[issue2002] Make int() fall back to trunc()

Guido van Rossum report at bugs.python.org
Mon Feb 4 01:41:41 CET 2008


Guido van Rossum added the comment:

> Guido, are these basically the mechanics you intended?  All calls to
> PyNumber_Int() and PyNumber_Long() attempt the usual path and if those
> would fail, it tries __trunc__ if it exists and coerces the result of
> that call back to an int or long.

Yes, that's exactly what I suggested.

> The logic looks basically correct, but I'm not sure what it buys us
> since the returned Integral has to be converted back to an int or long
> anyway.

Unless it's already an int or long. I would expect a type that wants
to play along with the ABCs defined in numbers.py will define
__trunc__ and not __int__ (since the latter isn't part of the ABC) but
it would have to be a pretty esoteric type not to return an int or
long.

> On the plus side, it does not slow down the common case where
> PyNumber_Int() and PyNumberLong() would ordinarily succeed.

Great -- so no penalty for builtin types.
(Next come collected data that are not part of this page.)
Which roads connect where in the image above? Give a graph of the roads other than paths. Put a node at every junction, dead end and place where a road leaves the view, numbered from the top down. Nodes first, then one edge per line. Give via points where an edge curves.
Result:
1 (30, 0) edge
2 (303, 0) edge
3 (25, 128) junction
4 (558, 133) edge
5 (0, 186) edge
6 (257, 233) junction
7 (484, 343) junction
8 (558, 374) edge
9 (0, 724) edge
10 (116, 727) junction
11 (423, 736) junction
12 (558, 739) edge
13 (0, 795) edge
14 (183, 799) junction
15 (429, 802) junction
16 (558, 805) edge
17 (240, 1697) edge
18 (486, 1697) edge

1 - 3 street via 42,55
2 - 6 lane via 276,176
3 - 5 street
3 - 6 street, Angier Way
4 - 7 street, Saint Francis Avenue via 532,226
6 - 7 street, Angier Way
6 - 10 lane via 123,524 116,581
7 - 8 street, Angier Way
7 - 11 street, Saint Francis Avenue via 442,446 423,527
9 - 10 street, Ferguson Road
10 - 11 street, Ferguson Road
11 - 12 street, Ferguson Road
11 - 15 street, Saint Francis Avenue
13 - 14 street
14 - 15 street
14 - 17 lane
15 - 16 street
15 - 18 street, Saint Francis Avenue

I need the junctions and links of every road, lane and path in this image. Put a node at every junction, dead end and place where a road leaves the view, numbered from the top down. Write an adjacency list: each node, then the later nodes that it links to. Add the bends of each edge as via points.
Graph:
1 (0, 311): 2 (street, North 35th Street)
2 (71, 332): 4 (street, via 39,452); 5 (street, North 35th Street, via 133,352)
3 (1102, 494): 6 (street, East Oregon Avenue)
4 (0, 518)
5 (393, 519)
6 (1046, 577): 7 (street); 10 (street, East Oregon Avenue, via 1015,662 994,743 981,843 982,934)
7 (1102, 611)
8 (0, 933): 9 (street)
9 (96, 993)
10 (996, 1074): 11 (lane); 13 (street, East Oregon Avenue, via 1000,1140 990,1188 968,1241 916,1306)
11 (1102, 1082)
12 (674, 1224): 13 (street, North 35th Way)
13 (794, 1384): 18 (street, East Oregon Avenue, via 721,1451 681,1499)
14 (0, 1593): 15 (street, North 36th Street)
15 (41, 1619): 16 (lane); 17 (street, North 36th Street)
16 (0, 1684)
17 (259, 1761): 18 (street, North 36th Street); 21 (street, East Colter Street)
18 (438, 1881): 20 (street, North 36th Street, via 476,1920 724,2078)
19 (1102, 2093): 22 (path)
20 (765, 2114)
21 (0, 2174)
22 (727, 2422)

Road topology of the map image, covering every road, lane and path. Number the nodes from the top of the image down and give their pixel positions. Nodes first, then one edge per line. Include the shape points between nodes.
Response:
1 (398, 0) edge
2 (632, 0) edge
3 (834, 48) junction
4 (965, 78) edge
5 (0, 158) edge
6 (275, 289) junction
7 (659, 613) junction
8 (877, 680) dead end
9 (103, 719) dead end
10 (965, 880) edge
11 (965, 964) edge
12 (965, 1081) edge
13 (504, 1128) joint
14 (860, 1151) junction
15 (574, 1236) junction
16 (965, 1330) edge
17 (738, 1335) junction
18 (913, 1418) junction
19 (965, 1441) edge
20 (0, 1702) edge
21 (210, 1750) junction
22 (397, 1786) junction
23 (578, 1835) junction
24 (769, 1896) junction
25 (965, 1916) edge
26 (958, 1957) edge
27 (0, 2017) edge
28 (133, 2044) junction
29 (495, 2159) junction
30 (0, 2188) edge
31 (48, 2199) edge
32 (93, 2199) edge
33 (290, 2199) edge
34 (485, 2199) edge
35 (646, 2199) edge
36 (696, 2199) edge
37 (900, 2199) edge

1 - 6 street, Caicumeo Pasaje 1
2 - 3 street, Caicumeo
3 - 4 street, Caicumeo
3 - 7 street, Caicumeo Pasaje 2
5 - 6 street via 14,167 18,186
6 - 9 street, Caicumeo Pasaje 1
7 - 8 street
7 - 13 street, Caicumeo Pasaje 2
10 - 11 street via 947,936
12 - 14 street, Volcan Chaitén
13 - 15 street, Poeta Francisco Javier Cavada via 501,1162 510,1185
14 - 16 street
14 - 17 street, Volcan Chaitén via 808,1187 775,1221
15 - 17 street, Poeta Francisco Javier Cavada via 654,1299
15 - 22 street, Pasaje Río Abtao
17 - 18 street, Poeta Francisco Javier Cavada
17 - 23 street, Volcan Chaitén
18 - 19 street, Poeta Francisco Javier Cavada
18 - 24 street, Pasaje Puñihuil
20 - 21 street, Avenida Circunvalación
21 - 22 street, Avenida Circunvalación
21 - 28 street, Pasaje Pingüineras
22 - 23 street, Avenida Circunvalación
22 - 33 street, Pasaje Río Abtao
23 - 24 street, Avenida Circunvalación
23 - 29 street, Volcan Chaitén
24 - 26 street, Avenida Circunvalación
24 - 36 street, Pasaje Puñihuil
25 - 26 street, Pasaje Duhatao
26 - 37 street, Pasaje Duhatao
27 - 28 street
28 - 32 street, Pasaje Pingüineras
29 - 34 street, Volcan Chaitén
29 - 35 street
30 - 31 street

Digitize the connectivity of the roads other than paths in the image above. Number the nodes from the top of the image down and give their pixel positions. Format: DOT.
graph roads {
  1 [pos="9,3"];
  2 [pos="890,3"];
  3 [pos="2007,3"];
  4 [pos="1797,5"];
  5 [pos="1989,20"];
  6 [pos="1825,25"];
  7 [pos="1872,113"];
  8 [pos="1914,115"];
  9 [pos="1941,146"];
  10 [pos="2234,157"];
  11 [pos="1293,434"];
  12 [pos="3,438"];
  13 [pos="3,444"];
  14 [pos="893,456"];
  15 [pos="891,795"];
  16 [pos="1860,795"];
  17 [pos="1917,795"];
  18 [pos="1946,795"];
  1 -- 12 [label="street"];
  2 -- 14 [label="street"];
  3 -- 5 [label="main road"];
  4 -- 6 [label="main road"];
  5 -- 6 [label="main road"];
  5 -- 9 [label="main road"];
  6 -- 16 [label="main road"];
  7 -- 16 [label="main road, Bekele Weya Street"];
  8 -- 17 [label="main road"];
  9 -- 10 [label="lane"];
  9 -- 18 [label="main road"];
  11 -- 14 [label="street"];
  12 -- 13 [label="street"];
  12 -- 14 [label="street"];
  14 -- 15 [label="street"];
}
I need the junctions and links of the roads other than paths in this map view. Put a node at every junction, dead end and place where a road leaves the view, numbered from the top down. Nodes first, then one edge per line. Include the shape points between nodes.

> An alternative to this patch would be to have math.trunc() try to
> return __trunc__() and if it doesn't exist, fallback to __int__.  That
> avoids having arbitrary Integrals forced back into ints/longs, but it
> may not be what you guys were after.

Definitely not -- that would imply that math.trunc("42") would return
the integer 42!

> Either way will allow a user to define a __trunc__() method and have
> math.trunc() return an arbitrary Integral, not necessarily and int or
> long.

Correct, and that's as intended.

> There is also part of this patch that touches classobject.c but I'm not
> yet sure what the visible effect of that change would be or what the
> change was hoping to accomplish.

Looks like Jeffrey expained that already.